● **Exercise prompt**
Transcribe the following entries word for word; no picture is to appear in the copy.

● **Provided data**
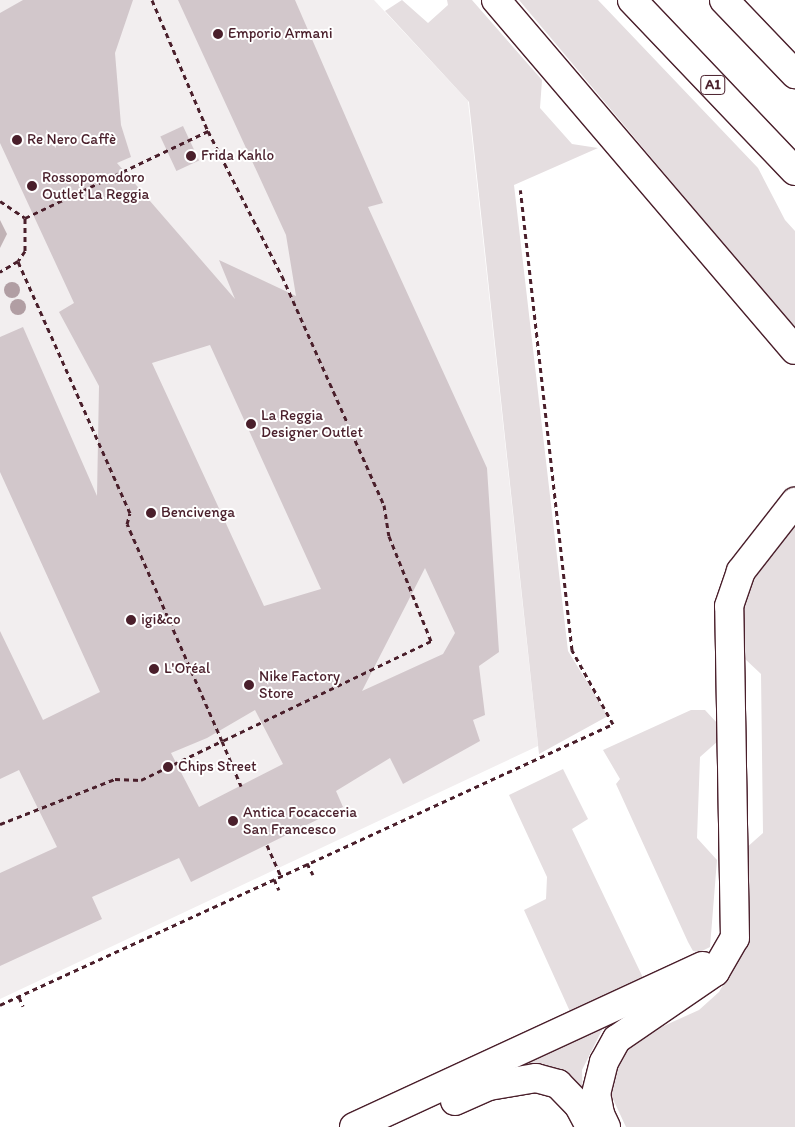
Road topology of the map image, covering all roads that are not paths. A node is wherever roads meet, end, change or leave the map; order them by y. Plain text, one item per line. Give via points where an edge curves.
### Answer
1 (496, 0) edge
2 (632, 0) edge
3 (724, 0) edge
4 (795, 74) edge
5 (795, 171) edge
6 (795, 350) edge
7 (795, 502) edge
8 (724, 956) junction
9 (354, 1127) edge
10 (399, 1127) edge
11 (590, 1127) edge
12 (606, 1127) edge

1 - 6 main road
2 - 5 main road, A1
3 - 4 main road
7 - 8 main road via 741,571 729,606 734,938
8 - 9 main road
8 - 12 main road via 715,972 683,997 652,1013 617,1039 604,1062 596,1094
10 - 11 main road via 489,1086 536,1078 558,1084 579,1106

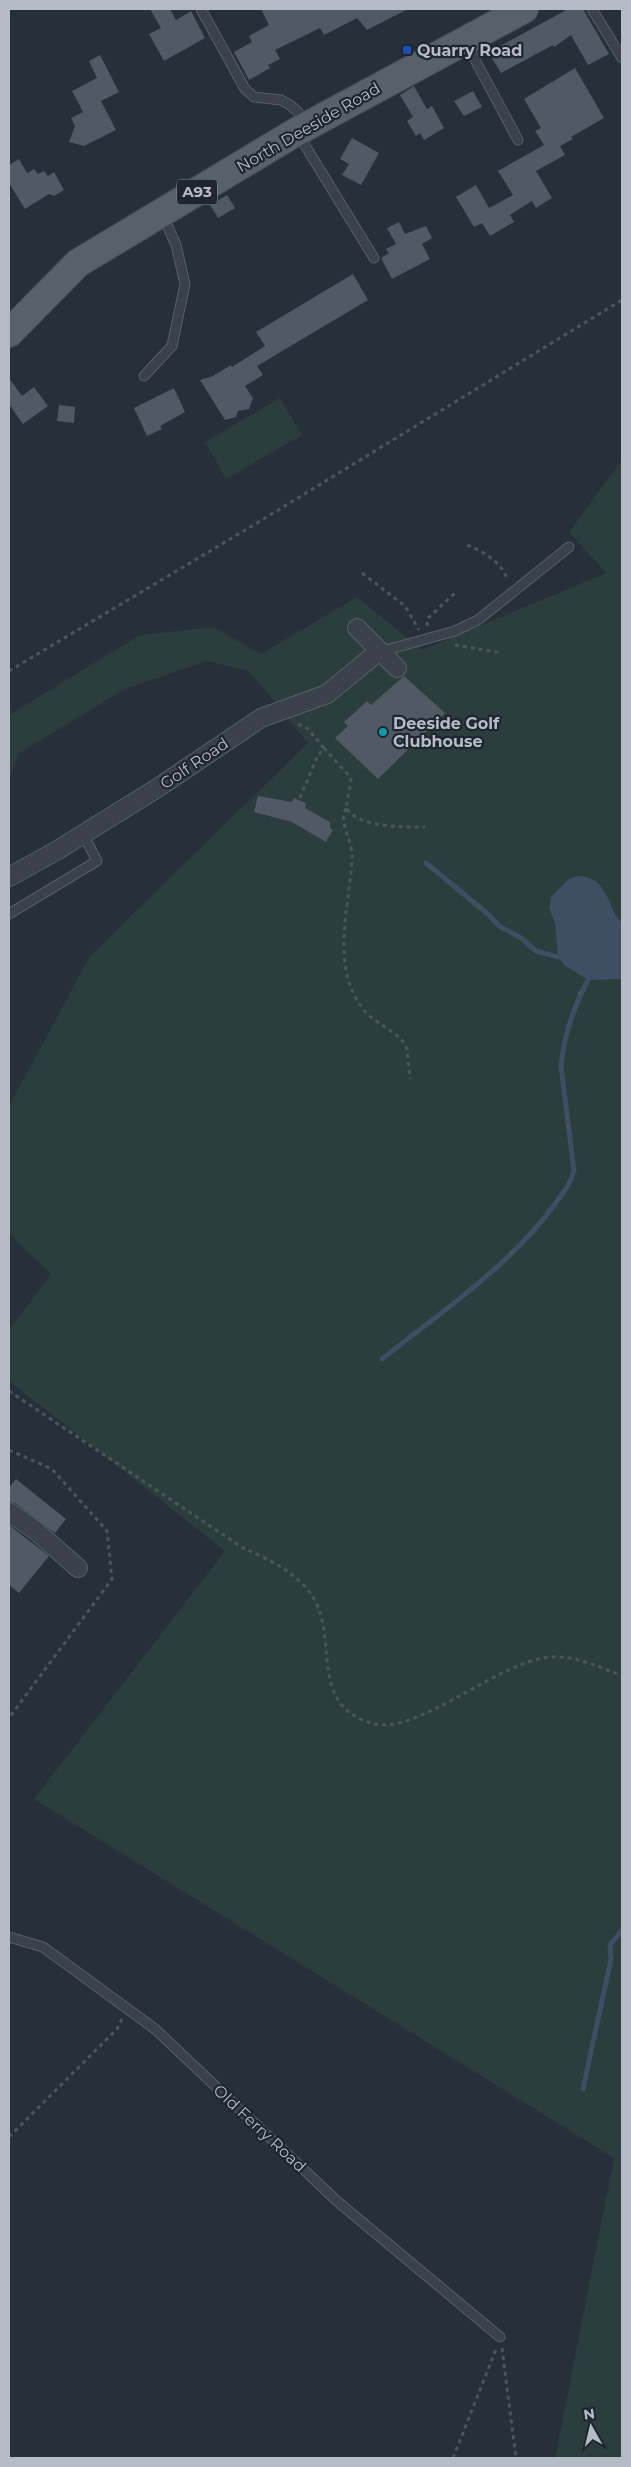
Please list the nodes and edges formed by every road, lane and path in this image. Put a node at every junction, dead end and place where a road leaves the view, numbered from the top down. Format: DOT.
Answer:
graph roads {
  1 [pos="201,9"];
  2 [pos="524,9"];
  3 [pos="592,9"];
  4 [pos="464,40"];
  5 [pos="622,58"];
  6 [pos="301,129"];
  7 [pos="518,140"];
  8 [pos="162,213"];
  9 [pos="374,258"];
  10 [pos="622,300"];
  11 [pos="9,333"];
  12 [pos="144,376"];
  13 [pos="467,545"];
  14 [pos="569,546"];
  15 [pos="362,573"];
  16 [pos="455,593"];
  17 [pos="507,596"];
  18 [pos="358,628"];
  19 [pos="425,639"];
  20 [pos="378,652"];
  21 [pos="502,653"];
  22 [pos="397,668"];
  23 [pos="9,670"];
  24 [pos="274,714"];
  25 [pos="324,748"];
  26 [pos="299,800"];
  27 [pos="346,808"];
  28 [pos="425,827"];
  29 [pos="83,834"];
  30 [pos="9,877"];
  31 [pos="9,914"];
  32 [pos="578,992"];
  33 [pos="584,995"];
  34 [pos="410,1079"];
  35 [pos="572,1125"];
  36 [pos="566,1126"];
  37 [pos="510,1251"];
  38 [pos="515,1256"];
  39 [pos="9,1391"];
  40 [pos="9,1512"];
  41 [pos="78,1568"];
  42 [pos="622,1676"];
  43 [pos="9,1937"];
  44 [pos="127,2009"];
  45 [pos="9,2137"];
  46 [pos="500,2337"];
  47 [pos="453,2458"];
  48 [pos="516,2458"];
  1 -- 6 [label="lane"];
  2 -- 4 [label="main road, North Deeside Road / A93"];
  3 -- 5 [label="lane"];
  4 -- 6 [label="main road, North Deeside Road / A93"];
  4 -- 7 [label="lane"];
  6 -- 8 [label="main road, North Deeside Road / A93"];
  6 -- 9 [label="lane"];
  8 -- 11 [label="main road, North Deeside Road / A93"];
  8 -- 12 [label="lane"];
  10 -- 23 [label="path"];
  13 -- 17 [label="path"];
  14 -- 17 [label="lane"];
  15 -- 19 [label="path"];
  16 -- 19 [label="path"];
  17 -- 19 [label="lane"];
  18 -- 20 [label="street"];
  19 -- 20 [label="lane"];
  19 -- 21 [label="path"];
  20 -- 22 [label="street"];
  20 -- 24 [label="street, Golf Road"];
  24 -- 25 [label="path"];
  24 -- 29 [label="street, Golf Road"];
  25 -- 26 [label="path"];
  25 -- 27 [label="path"];
  27 -- 28 [label="path"];
  27 -- 34 [label="path"];
  29 -- 30 [label="street, Golf Road"];
  29 -- 31 [label="lane"];
  32 -- 33 [label="path"];
  35 -- 36 [label="path"];
  37 -- 38 [label="path"];
  39 -- 42 [label="path"];
  40 -- 41 [label="street"];
  43 -- 44 [label="lane, Old Ferry Road"];
  44 -- 45 [label="path"];
  44 -- 46 [label="lane, Old Ferry Road"];
  46 -- 47 [label="path"];
  46 -- 48 [label="path"];
}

● **Answer for the task**
Road topology of the map image, covering all roads that are not paths. A node is wherever roads meet, end, change or leave the map; order them by y. Plain text, one item per line. Give via points where an edge curves.
### Answer
1 (496, 0) edge
2 (632, 0) edge
3 (724, 0) edge
4 (795, 74) edge
5 (795, 171) edge
6 (795, 350) edge
7 (795, 502) edge
8 (724, 956) junction
9 (354, 1127) edge
10 (399, 1127) edge
11 (590, 1127) edge
12 (606, 1127) edge

1 - 6 main road
2 - 5 main road, A1
3 - 4 main road
7 - 8 main road via 741,571 729,606 734,938
8 - 9 main road
8 - 12 main road via 715,972 683,997 652,1013 617,1039 604,1062 596,1094
10 - 11 main road via 489,1086 536,1078 558,1084 579,1106

Please list the nodes and edges formed by every road, lane and path in this image. Put a node at every junction, dead end and place where a road leaves the view, numbered from the top down. Format: DOT.
Answer:
graph roads {
  1 [pos="201,9"];
  2 [pos="524,9"];
  3 [pos="592,9"];
  4 [pos="464,40"];
  5 [pos="622,58"];
  6 [pos="301,129"];
  7 [pos="518,140"];
  8 [pos="162,213"];
  9 [pos="374,258"];
  10 [pos="622,300"];
  11 [pos="9,333"];
  12 [pos="144,376"];
  13 [pos="467,545"];
  14 [pos="569,546"];
  15 [pos="362,573"];
  16 [pos="455,593"];
  17 [pos="507,596"];
  18 [pos="358,628"];
  19 [pos="425,639"];
  20 [pos="378,652"];
  21 [pos="502,653"];
  22 [pos="397,668"];
  23 [pos="9,670"];
  24 [pos="274,714"];
  25 [pos="324,748"];
  26 [pos="299,800"];
  27 [pos="346,808"];
  28 [pos="425,827"];
  29 [pos="83,834"];
  30 [pos="9,877"];
  31 [pos="9,914"];
  32 [pos="578,992"];
  33 [pos="584,995"];
  34 [pos="410,1079"];
  35 [pos="572,1125"];
  36 [pos="566,1126"];
  37 [pos="510,1251"];
  38 [pos="515,1256"];
  39 [pos="9,1391"];
  40 [pos="9,1512"];
  41 [pos="78,1568"];
  42 [pos="622,1676"];
  43 [pos="9,1937"];
  44 [pos="127,2009"];
  45 [pos="9,2137"];
  46 [pos="500,2337"];
  47 [pos="453,2458"];
  48 [pos="516,2458"];
  1 -- 6 [label="lane"];
  2 -- 4 [label="main road, North Deeside Road / A93"];
  3 -- 5 [label="lane"];
  4 -- 6 [label="main road, North Deeside Road / A93"];
  4 -- 7 [label="lane"];
  6 -- 8 [label="main road, North Deeside Road / A93"];
  6 -- 9 [label="lane"];
  8 -- 11 [label="main road, North Deeside Road / A93"];
  8 -- 12 [label="lane"];
  10 -- 23 [label="path"];
  13 -- 17 [label="path"];
  14 -- 17 [label="lane"];
  15 -- 19 [label="path"];
  16 -- 19 [label="path"];
  17 -- 19 [label="lane"];
  18 -- 20 [label="street"];
  19 -- 20 [label="lane"];
  19 -- 21 [label="path"];
  20 -- 22 [label="street"];
  20 -- 24 [label="street, Golf Road"];
  24 -- 25 [label="path"];
  24 -- 29 [label="street, Golf Road"];
  25 -- 26 [label="path"];
  25 -- 27 [label="path"];
  27 -- 28 [label="path"];
  27 -- 34 [label="path"];
  29 -- 30 [label="street, Golf Road"];
  29 -- 31 [label="lane"];
  32 -- 33 [label="path"];
  35 -- 36 [label="path"];
  37 -- 38 [label="path"];
  39 -- 42 [label="path"];
  40 -- 41 [label="street"];
  43 -- 44 [label="lane, Old Ferry Road"];
  44 -- 45 [label="path"];
  44 -- 46 [label="lane, Old Ferry Road"];
  46 -- 47 [label="path"];
  46 -- 48 [label="path"];
}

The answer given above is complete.